>>>

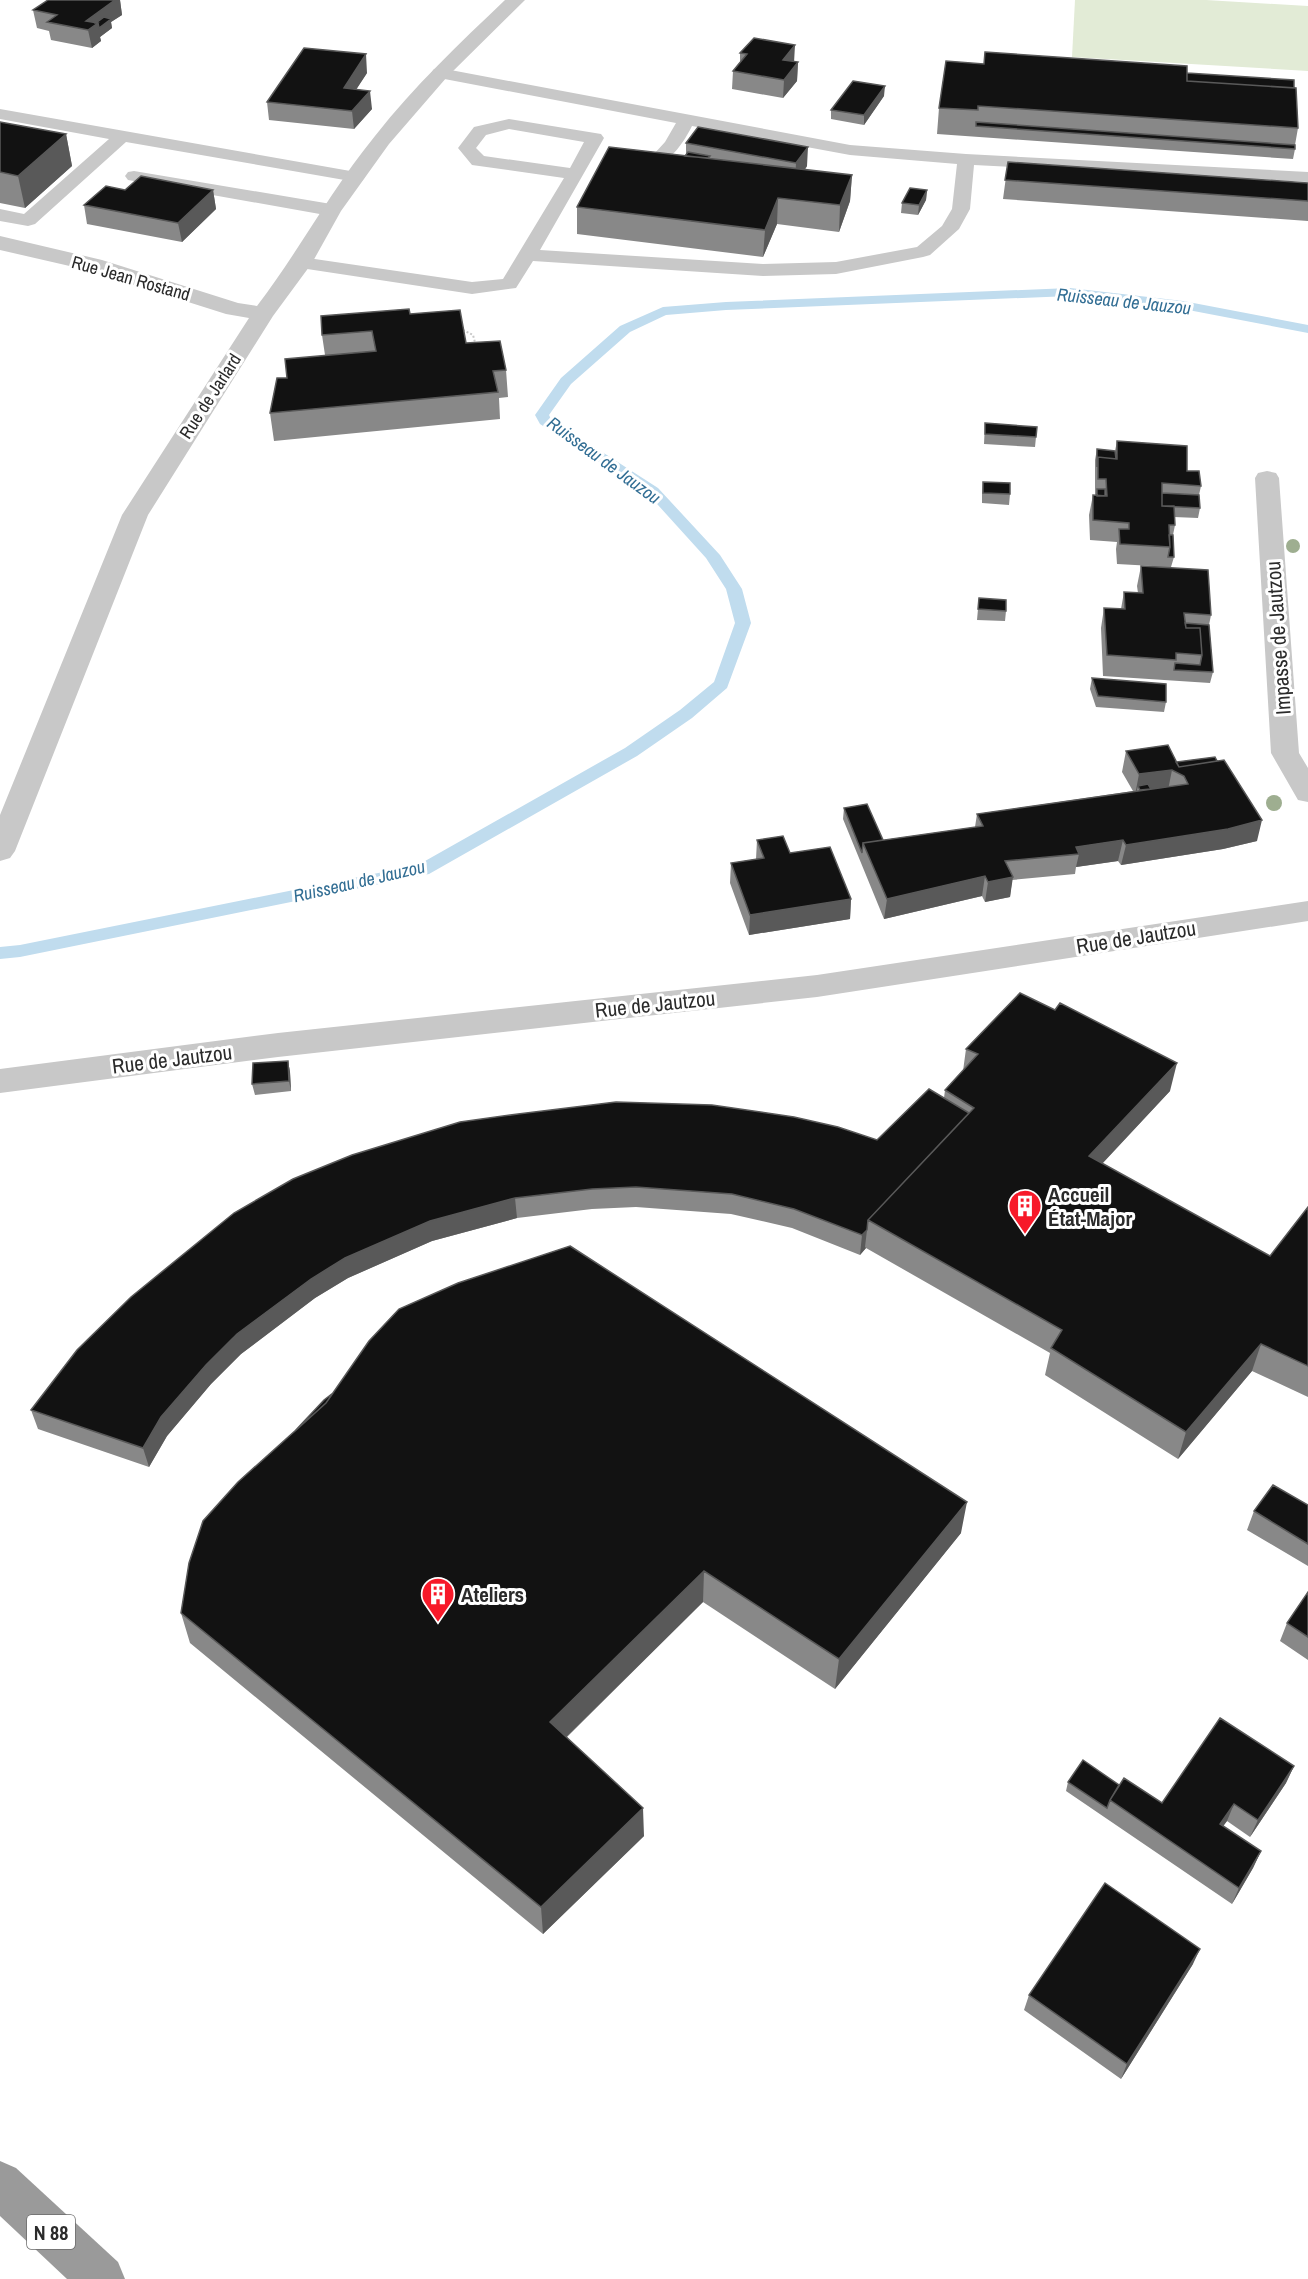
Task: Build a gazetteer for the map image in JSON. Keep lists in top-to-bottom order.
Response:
{
  "streets": {
    "highway": ["N 88"],
    "street": [
      "Rue Jean Rostand",
      "Rue de Jarlard",
      "Impasse de Jautzou",
      "Rue de Jautzou"
    ]
  },
  "crossings": [
    ["Rue Jean Rostand", "Rue de Jarlard"]
  ],
  "water": ["Ruisseau de Jauzou"],
  "places": {
    "building": ["Accueil État-Major", "Ateliers"]
  }
}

<<<

**ABOUT THIS TASK:**
Print each of the records above exactly as written, leaving no picture in the copy.

**TASK OUTPUT:**
Task: Build a gazetteer for the map image in JSON. Keep lists in top-to-bottom order.
Response:
{
  "streets": {
    "highway": ["N 88"],
    "street": [
      "Rue Jean Rostand",
      "Rue de Jarlard",
      "Impasse de Jautzou",
      "Rue de Jautzou"
    ]
  },
  "crossings": [
    ["Rue Jean Rostand", "Rue de Jarlard"]
  ],
  "water": ["Ruisseau de Jauzou"],
  "places": {
    "building": ["Accueil État-Major", "Ateliers"]
  }
}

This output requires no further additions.